The Left’s Latest Excuse to Derail Free Trade
The next stage of the Trans-Pacific Partnership (TPP) battle has already begun to heat up in Congress. During the fast track authorization debate in the Senate, a large portion of Democratic lawmakers’ complaints about the trade bill focused on an obscure provision called Investor-State Dispute Settlement (ISDS). Senator Elizabeth Warren (D-MA) penned an op-ed in the Washington Post slamming ISDS, and unions like the AFL-CIO quickly followed in support. As fast track authorization for TPP nears a vote in the House, following Senate passage last month, members of the protectionist wing of the Democratic Party will likely step up their attacks on ISDS. But these attacks are misplaced. ISDS can serve as a powerful tool for American businesses facing unfair trade practices abroad.

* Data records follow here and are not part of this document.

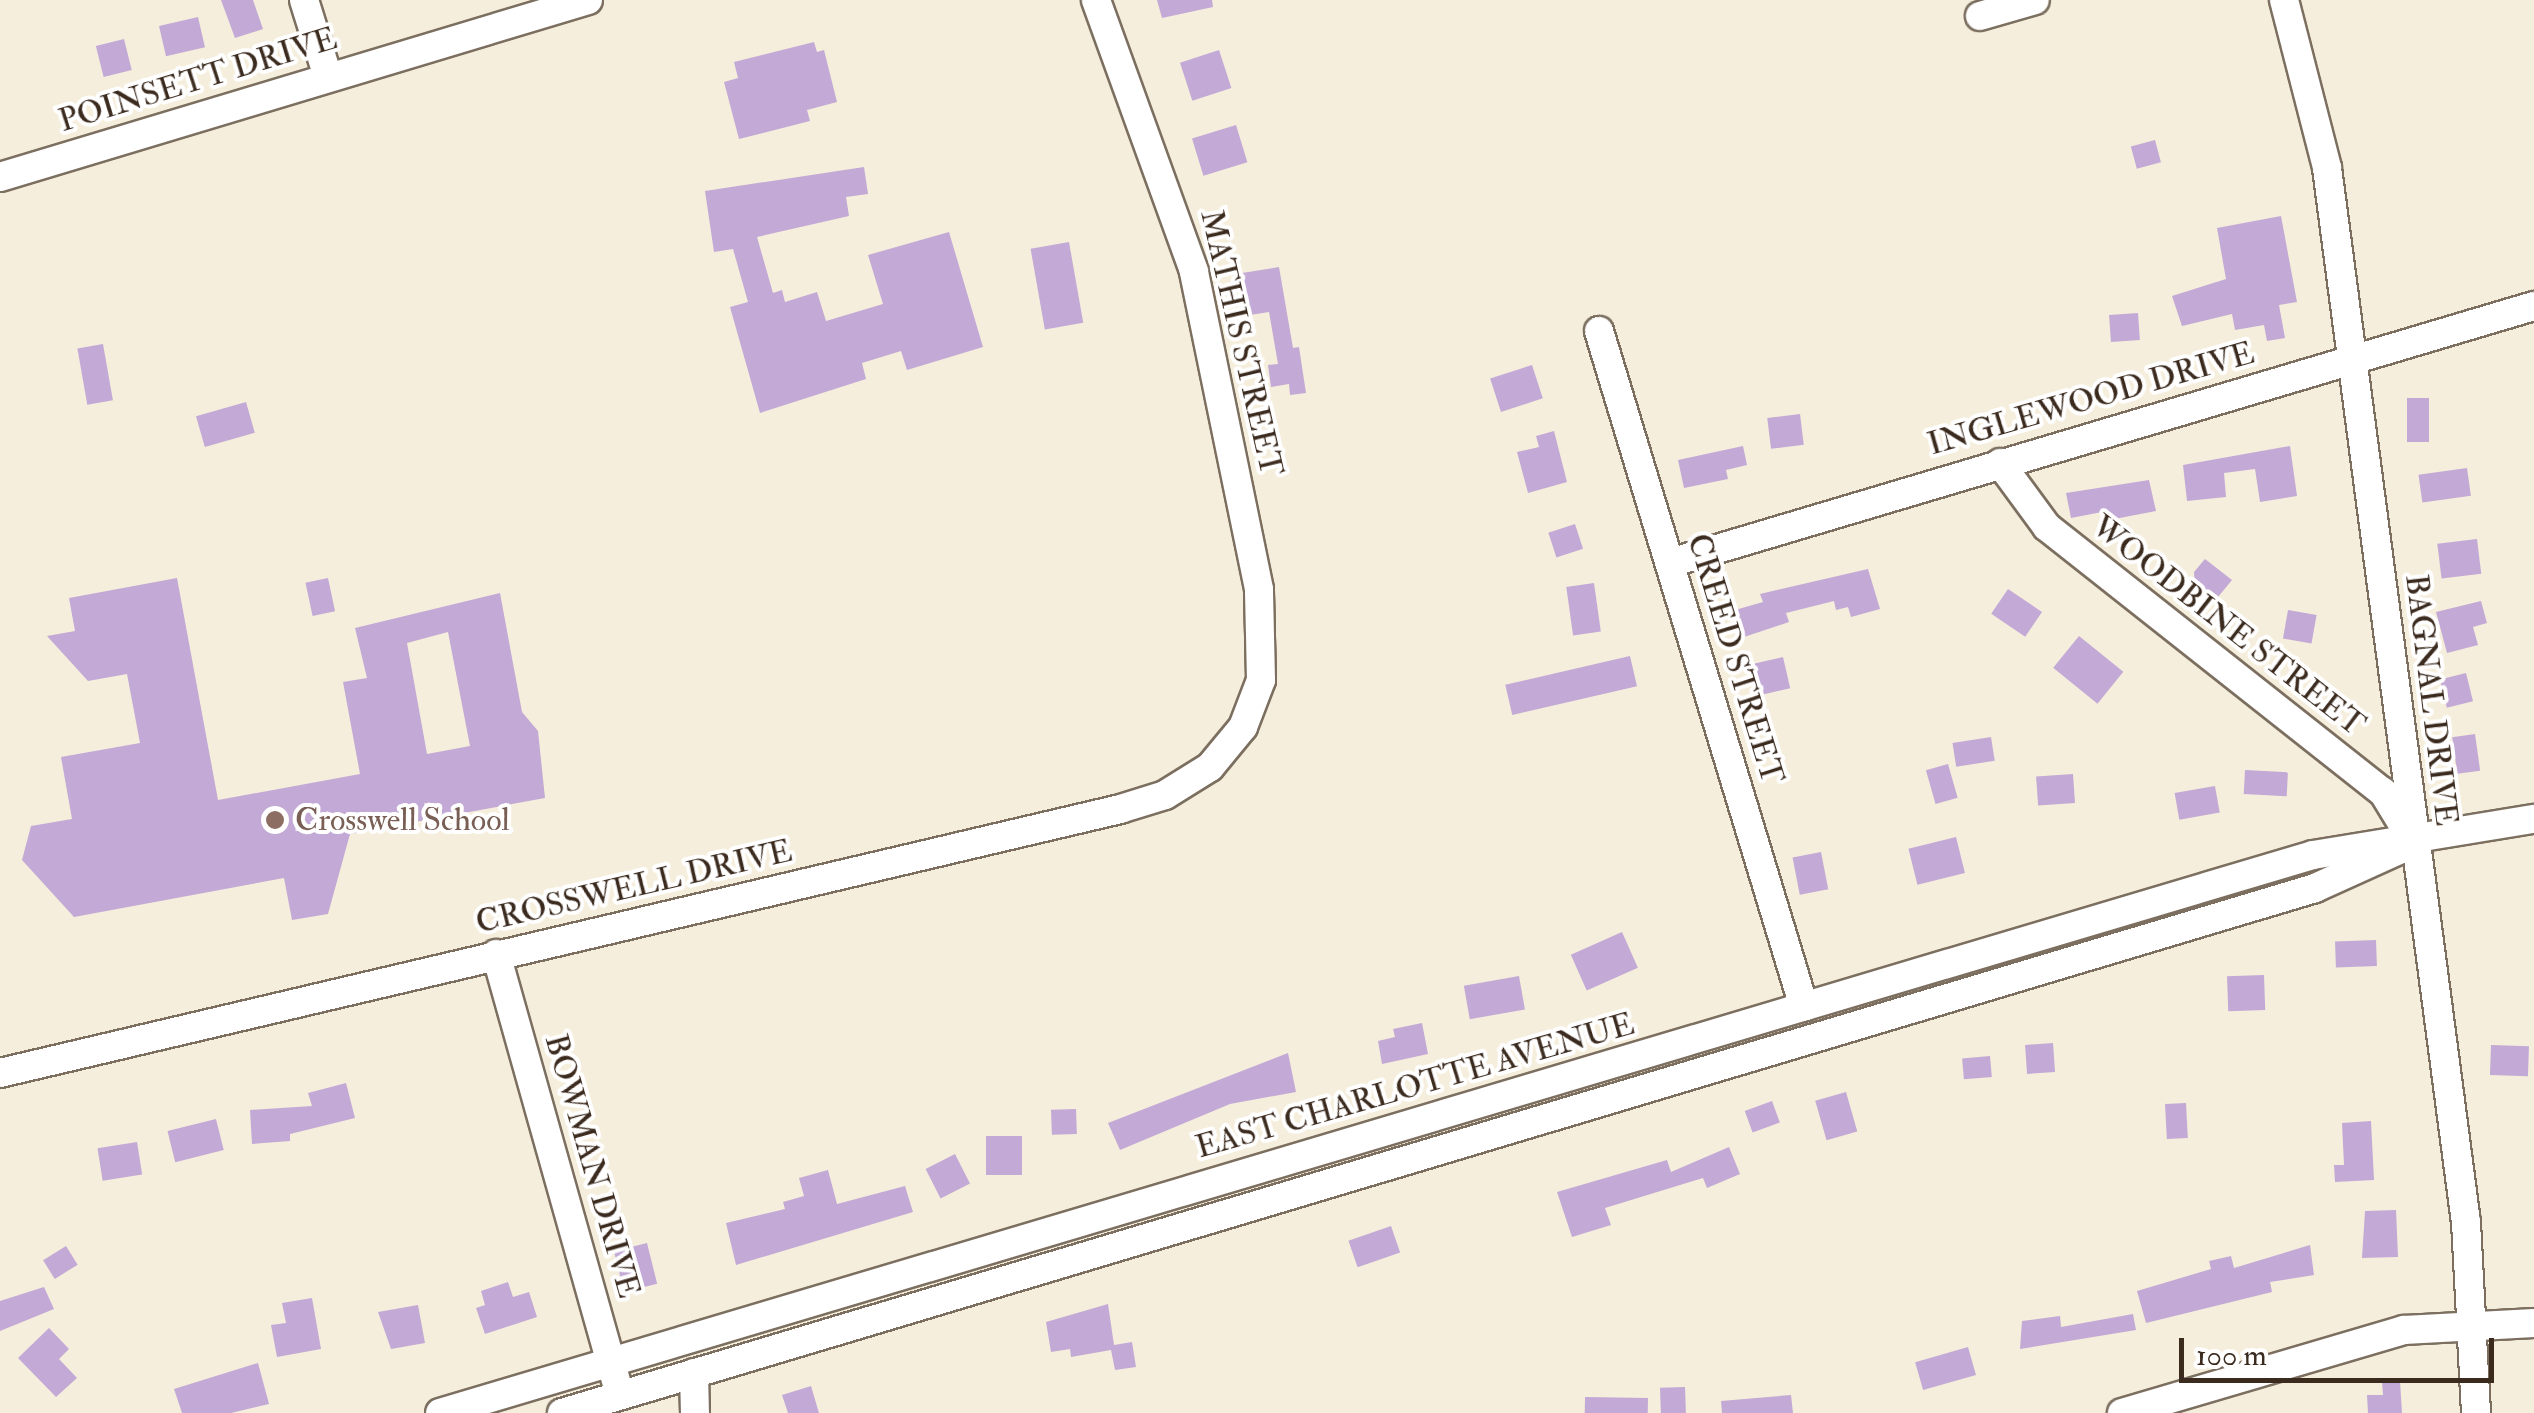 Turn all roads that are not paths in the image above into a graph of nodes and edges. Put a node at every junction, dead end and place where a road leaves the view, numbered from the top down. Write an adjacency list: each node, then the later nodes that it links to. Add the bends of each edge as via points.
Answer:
1 (304, 0): 7 (street)
2 (588, 0): 7 (street, POINSETT DRIVE)
3 (1096, 0): 14 (street, MATHIS STREET, via 1194,271 1259,589 1262,667)
4 (2035, 0): 6 (street)
5 (2284, 0): 11 (street, BAGNAL DRIVE, via 2318,118)
6 (1980, 16)
7 (328, 78): 8 (street, POINSETT DRIVE)
8 (0, 177)
9 (2534, 306): 11 (street, INGLEWOOD DRIVE)
10 (1599, 331): 13 (street, CREED STREET)
11 (2350, 360): 12 (street, INGLEWOOD DRIVE); 16 (street, BAGNAL DRIVE)
12 (2000, 462): 13 (street, INGLEWOOD DRIVE); 16 (street, WOODBINE STREET, via 2047,527 2383,792)
13 (1670, 563): 18 (street, CREED STREET)
14 (1250, 712): 17 (street, CROSSWELL DRIVE, via 1210,767 1166,796)
15 (2534, 819): 16 (street, EAST CHARLOTTE AVENUE)
16 (2414, 843): 18 (street, EAST CHARLOTTE AVENUE, via 2313,855); 21 (street, BAGNAL DRIVE, via 2466,1222); 23 (street, EAST CHARLOTTE AVENUE, via 2315,888)
17 (496, 954): 19 (street, CROSSWELL DRIVE); 22 (street, BOWMAN DRIVE)
18 (1804, 1008): 22 (street, EAST CHARLOTTE AVENUE)
19 (0, 1073)
20 (2534, 1323): 21 (street)
21 (2472, 1324): 28 (street, via 2404,1330); 29 (street, BAGNAL DRIVE)
22 (611, 1362): 24 (street, BOWMAN DRIVE); 25 (street, EAST CHARLOTTE AVENUE)
23 (694, 1373): 24 (street, EAST CHARLOTTE AVENUE); 27 (street)
24 (621, 1396): 26 (street, EAST CHARLOTTE AVENUE)
25 (440, 1413)
26 (562, 1413)
27 (695, 1413)
28 (2122, 1413)
29 (2476, 1413) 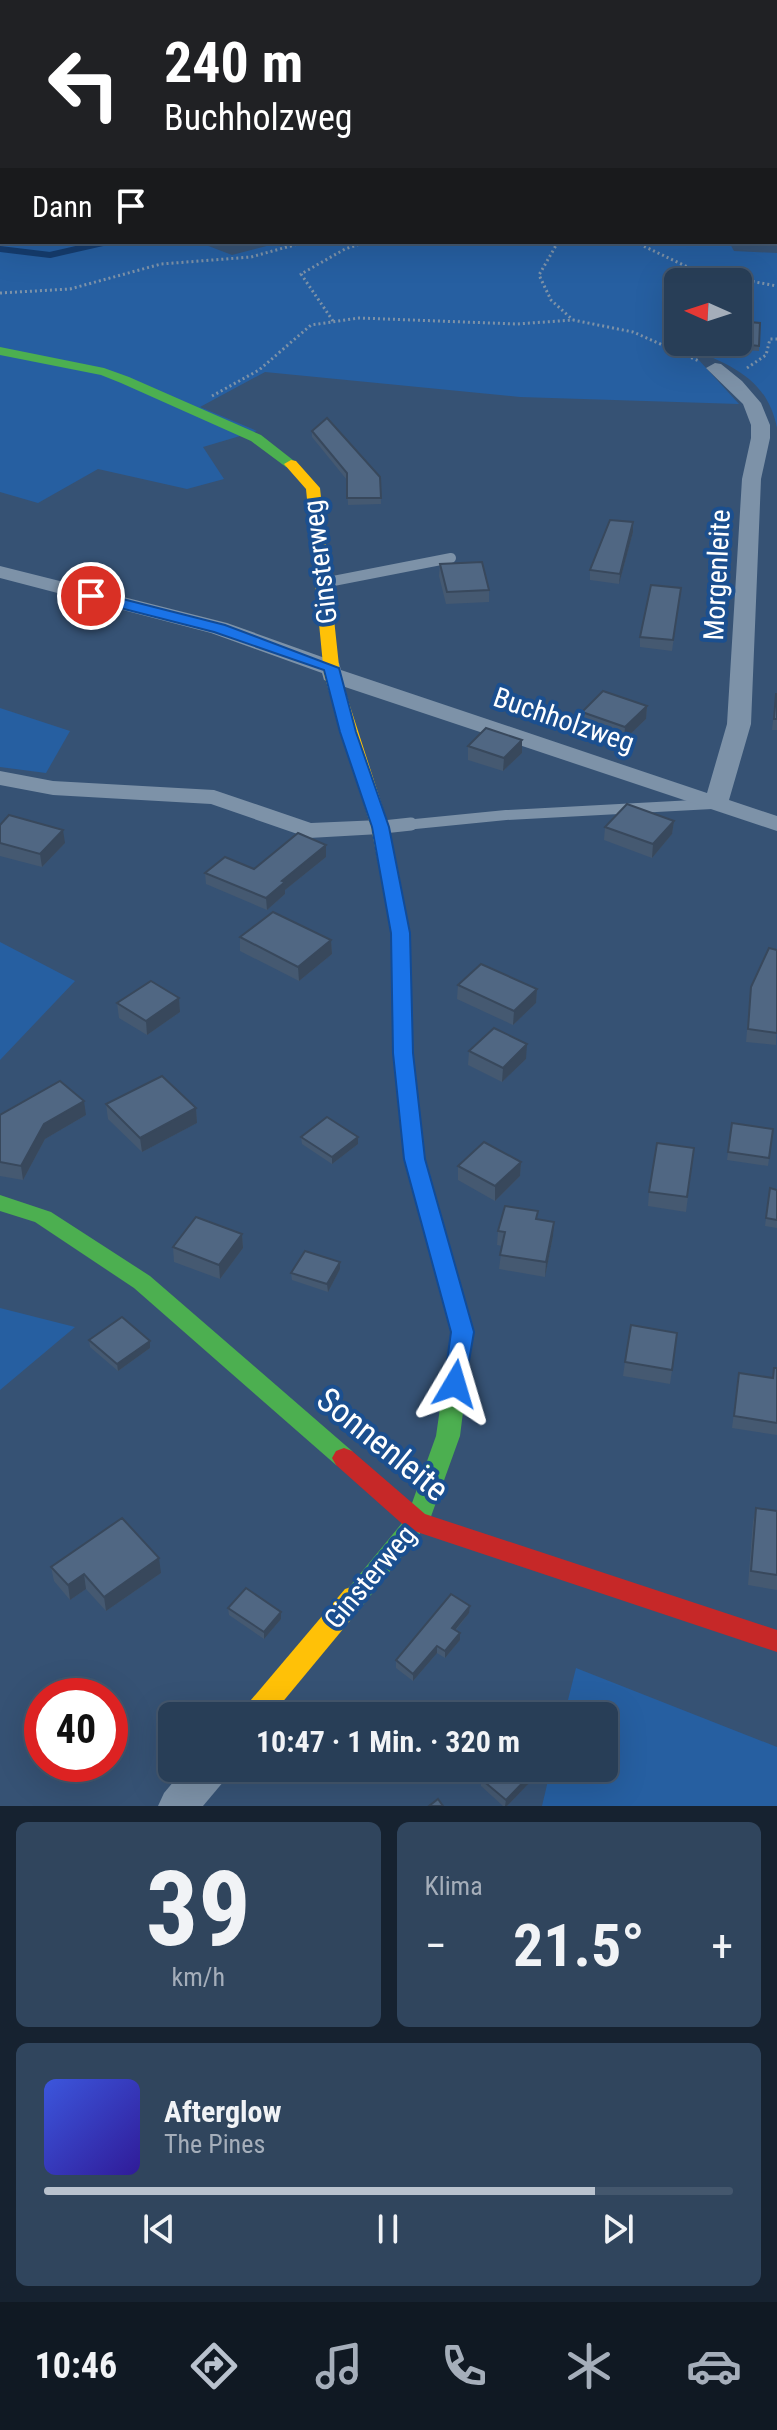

The ISDS provision of the TPP was created to protect foreign investors from unfair treatment and expropriations by foreign governments. ISDS essentially allows investors to bring complaints against member governments before a panel of arbitrators that have the ability to award damages. The concept is nothing new, according to the Economist. The United States has already signed 50 trade deals involving ISDS and Europe is a party to nearly 1,400.
Since ISDS is so common there are plenty of examples of its successful use for arbitration. In 2006, the Ecuadorian government seized the property of the American oil company Occidental in response to anger about the company’s environmental practices. Occidental responded by claiming that Ecuador had not fulfilled its obligations as a member of the Bilateral Investment Treaty (BIT) because the decision to nationalize had been unfair, arbitrary, and discriminatory. Using ISDS, Occidental was able to obtain a $1.6 billion payout from the Ecuadorian government to compensate for damages. In this case, ISDS was essential to ensuring Ecuador lived up to its treaty obligations.
Complaints about the use of ISDS in treaties have existed for years, but they have only just become prevalent in mainstream politics. The voting population has recently become more skeptical of the standard argument that protectionist policy is necessary for a thriving economy. According to an NBC News/Wall Street Journal poll, 2015 marks the first year in recent memory that Americans have had a net positive view of free trade.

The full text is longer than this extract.